_Task description_: Return the run of lines below that opens with the line containing "cairo_set_source_rgb(cr, r /" and closes with the line containing "cairo_move_to(cr, x, y);", keeping each one exact.

****

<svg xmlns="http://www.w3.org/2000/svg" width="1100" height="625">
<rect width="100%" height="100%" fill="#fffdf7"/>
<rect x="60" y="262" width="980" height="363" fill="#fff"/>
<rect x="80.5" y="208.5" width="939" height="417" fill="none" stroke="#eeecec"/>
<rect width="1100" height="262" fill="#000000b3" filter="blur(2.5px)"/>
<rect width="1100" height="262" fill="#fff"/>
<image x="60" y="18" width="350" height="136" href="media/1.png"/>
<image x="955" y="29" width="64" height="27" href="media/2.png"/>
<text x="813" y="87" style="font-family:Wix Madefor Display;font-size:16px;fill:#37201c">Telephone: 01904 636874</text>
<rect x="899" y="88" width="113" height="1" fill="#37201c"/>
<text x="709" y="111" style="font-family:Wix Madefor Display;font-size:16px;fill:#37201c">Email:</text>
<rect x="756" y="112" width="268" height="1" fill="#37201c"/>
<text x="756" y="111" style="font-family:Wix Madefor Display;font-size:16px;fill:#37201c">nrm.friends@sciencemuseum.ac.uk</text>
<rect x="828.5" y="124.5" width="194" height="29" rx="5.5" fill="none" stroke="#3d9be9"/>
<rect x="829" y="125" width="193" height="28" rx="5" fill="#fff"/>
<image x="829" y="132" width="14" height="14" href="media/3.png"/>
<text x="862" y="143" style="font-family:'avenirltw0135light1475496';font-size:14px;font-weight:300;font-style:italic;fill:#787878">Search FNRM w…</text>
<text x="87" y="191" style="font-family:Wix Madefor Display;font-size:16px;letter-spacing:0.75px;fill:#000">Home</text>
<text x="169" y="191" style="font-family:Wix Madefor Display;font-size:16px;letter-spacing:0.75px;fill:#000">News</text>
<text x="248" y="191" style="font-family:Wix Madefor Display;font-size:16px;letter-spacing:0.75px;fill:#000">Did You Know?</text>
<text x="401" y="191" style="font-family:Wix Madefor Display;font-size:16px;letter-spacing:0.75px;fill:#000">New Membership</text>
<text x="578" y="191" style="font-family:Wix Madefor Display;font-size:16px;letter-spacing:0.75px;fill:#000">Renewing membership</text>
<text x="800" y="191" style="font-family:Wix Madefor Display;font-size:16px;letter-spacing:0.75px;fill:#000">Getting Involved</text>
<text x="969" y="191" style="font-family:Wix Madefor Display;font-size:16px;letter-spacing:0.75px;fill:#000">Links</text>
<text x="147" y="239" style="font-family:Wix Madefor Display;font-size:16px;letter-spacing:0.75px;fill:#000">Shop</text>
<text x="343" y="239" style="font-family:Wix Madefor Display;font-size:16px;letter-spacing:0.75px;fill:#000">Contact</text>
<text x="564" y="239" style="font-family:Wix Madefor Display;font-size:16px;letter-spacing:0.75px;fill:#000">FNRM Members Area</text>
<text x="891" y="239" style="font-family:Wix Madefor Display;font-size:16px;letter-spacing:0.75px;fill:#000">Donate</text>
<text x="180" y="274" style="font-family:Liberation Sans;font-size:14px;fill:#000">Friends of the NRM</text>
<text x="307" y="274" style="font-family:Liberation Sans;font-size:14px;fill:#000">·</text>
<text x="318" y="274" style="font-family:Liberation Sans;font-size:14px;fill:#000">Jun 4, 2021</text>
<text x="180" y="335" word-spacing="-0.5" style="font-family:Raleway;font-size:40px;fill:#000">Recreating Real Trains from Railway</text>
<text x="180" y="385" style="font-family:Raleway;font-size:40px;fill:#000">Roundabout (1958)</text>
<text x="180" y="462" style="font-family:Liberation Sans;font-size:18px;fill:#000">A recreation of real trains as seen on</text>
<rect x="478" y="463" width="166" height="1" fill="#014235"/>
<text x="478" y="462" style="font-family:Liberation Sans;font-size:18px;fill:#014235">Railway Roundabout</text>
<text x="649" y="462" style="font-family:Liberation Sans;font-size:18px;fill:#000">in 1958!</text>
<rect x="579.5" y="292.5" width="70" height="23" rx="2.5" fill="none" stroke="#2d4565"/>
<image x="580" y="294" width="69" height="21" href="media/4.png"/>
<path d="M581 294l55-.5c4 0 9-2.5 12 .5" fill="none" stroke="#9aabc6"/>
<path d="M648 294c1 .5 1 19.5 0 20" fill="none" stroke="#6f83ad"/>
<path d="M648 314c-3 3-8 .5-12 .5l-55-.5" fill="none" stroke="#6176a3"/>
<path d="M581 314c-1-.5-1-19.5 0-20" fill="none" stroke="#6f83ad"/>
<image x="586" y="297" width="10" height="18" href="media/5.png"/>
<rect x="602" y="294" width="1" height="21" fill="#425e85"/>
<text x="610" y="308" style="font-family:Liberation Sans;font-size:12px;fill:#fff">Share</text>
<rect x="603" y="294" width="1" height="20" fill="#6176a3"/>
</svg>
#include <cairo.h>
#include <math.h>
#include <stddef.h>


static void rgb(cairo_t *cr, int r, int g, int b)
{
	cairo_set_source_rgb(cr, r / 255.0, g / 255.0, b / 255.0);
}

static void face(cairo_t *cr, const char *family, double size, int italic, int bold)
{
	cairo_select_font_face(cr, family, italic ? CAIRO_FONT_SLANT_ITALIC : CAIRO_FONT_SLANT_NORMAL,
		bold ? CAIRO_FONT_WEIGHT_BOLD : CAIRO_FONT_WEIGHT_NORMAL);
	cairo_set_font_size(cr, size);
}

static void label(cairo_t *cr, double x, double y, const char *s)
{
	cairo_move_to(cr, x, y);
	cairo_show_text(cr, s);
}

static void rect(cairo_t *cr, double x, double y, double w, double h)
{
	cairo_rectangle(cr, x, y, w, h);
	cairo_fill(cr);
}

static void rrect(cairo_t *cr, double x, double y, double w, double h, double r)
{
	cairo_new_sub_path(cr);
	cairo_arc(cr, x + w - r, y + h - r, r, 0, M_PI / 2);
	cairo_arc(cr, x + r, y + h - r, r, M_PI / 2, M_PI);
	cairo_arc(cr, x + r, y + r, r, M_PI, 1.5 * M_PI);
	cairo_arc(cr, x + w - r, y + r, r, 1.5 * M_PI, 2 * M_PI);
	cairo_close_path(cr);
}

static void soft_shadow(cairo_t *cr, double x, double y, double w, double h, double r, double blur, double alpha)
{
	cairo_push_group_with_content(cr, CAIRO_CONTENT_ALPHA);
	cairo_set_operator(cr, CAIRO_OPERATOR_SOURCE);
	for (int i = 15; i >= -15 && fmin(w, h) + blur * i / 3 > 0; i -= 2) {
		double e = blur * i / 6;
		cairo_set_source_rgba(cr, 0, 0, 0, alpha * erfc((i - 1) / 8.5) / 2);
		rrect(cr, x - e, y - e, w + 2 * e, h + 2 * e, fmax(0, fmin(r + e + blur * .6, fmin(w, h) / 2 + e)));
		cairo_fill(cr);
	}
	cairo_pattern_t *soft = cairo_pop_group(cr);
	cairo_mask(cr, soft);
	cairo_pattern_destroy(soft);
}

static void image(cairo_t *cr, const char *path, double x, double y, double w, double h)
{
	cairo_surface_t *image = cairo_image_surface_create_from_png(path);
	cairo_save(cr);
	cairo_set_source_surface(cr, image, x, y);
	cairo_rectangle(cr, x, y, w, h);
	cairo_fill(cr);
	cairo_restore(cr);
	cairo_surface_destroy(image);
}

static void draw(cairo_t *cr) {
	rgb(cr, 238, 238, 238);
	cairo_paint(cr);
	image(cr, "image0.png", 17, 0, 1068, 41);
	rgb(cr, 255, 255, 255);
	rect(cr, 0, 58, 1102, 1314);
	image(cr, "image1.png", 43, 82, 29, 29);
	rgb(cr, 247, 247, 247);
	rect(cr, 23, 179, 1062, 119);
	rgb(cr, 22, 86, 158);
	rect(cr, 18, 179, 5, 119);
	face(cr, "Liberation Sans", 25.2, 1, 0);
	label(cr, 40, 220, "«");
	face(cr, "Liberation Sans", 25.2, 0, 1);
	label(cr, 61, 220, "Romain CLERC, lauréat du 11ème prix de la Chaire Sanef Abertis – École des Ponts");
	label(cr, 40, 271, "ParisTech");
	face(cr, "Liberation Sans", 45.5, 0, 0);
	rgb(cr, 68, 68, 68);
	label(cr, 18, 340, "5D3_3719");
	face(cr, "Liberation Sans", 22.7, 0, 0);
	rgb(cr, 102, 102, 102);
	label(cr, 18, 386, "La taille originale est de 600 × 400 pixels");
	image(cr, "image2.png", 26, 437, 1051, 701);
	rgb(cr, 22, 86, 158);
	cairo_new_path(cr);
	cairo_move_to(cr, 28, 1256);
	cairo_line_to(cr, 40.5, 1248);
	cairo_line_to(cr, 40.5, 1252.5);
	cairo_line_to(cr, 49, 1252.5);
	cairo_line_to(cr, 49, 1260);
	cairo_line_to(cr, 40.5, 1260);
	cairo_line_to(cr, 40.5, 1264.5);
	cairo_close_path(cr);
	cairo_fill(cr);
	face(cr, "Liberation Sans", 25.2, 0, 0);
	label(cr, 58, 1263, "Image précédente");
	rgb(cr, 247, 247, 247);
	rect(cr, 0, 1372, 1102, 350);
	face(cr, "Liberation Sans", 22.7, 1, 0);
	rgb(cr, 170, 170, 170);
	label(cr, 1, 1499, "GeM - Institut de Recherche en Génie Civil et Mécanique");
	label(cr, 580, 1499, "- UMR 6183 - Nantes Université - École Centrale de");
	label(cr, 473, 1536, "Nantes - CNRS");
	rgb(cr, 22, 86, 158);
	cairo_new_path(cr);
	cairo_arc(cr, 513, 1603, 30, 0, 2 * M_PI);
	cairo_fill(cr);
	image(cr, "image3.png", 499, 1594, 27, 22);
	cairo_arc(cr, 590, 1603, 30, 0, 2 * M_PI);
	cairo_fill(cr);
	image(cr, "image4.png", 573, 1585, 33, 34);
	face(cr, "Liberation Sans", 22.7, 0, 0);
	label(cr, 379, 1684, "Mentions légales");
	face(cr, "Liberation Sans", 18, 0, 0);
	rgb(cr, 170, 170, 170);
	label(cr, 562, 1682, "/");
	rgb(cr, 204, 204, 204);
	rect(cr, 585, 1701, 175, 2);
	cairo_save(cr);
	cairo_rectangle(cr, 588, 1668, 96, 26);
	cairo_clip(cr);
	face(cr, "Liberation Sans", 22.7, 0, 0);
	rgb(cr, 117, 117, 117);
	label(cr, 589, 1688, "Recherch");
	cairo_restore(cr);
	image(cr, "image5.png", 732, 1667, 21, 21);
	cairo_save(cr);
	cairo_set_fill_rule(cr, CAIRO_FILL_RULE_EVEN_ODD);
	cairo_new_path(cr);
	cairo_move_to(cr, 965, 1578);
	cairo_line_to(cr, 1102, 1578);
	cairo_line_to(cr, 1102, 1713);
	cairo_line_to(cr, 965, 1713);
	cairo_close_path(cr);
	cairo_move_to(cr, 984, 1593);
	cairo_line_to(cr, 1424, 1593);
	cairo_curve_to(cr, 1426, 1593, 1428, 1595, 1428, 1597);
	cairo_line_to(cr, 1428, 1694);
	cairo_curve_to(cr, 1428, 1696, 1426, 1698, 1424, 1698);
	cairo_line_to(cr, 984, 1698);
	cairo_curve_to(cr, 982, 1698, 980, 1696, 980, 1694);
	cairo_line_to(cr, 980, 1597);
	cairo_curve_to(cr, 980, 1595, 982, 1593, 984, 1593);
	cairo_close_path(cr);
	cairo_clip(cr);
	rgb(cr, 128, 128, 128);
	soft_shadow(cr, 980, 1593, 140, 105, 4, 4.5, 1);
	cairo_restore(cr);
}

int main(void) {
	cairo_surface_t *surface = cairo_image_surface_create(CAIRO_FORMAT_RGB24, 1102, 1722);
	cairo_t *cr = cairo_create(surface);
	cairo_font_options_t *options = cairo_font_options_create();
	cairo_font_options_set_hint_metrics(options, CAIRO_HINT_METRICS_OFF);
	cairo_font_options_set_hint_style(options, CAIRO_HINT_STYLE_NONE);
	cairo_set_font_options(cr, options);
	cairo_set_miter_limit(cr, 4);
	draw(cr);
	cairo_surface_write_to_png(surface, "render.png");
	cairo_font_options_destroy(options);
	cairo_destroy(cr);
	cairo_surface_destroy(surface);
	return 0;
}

****

_Your response_:
	cairo_set_source_rgb(cr, r / 255.0, g / 255.0, b / 255.0);
}

static void face(cairo_t *cr, const char *family, double size, int italic, int bold)
{
	cairo_select_font_face(cr, family, italic ? CAIRO_FONT_SLANT_ITALIC : CAIRO_FONT_SLANT_NORMAL,
		bold ? CAIRO_FONT_WEIGHT_BOLD : CAIRO_FONT_WEIGHT_NORMAL);
	cairo_set_font_size(cr, size);
}

static void label(cairo_t *cr, double x, double y, const char *s)
{
	cairo_move_to(cr, x, y);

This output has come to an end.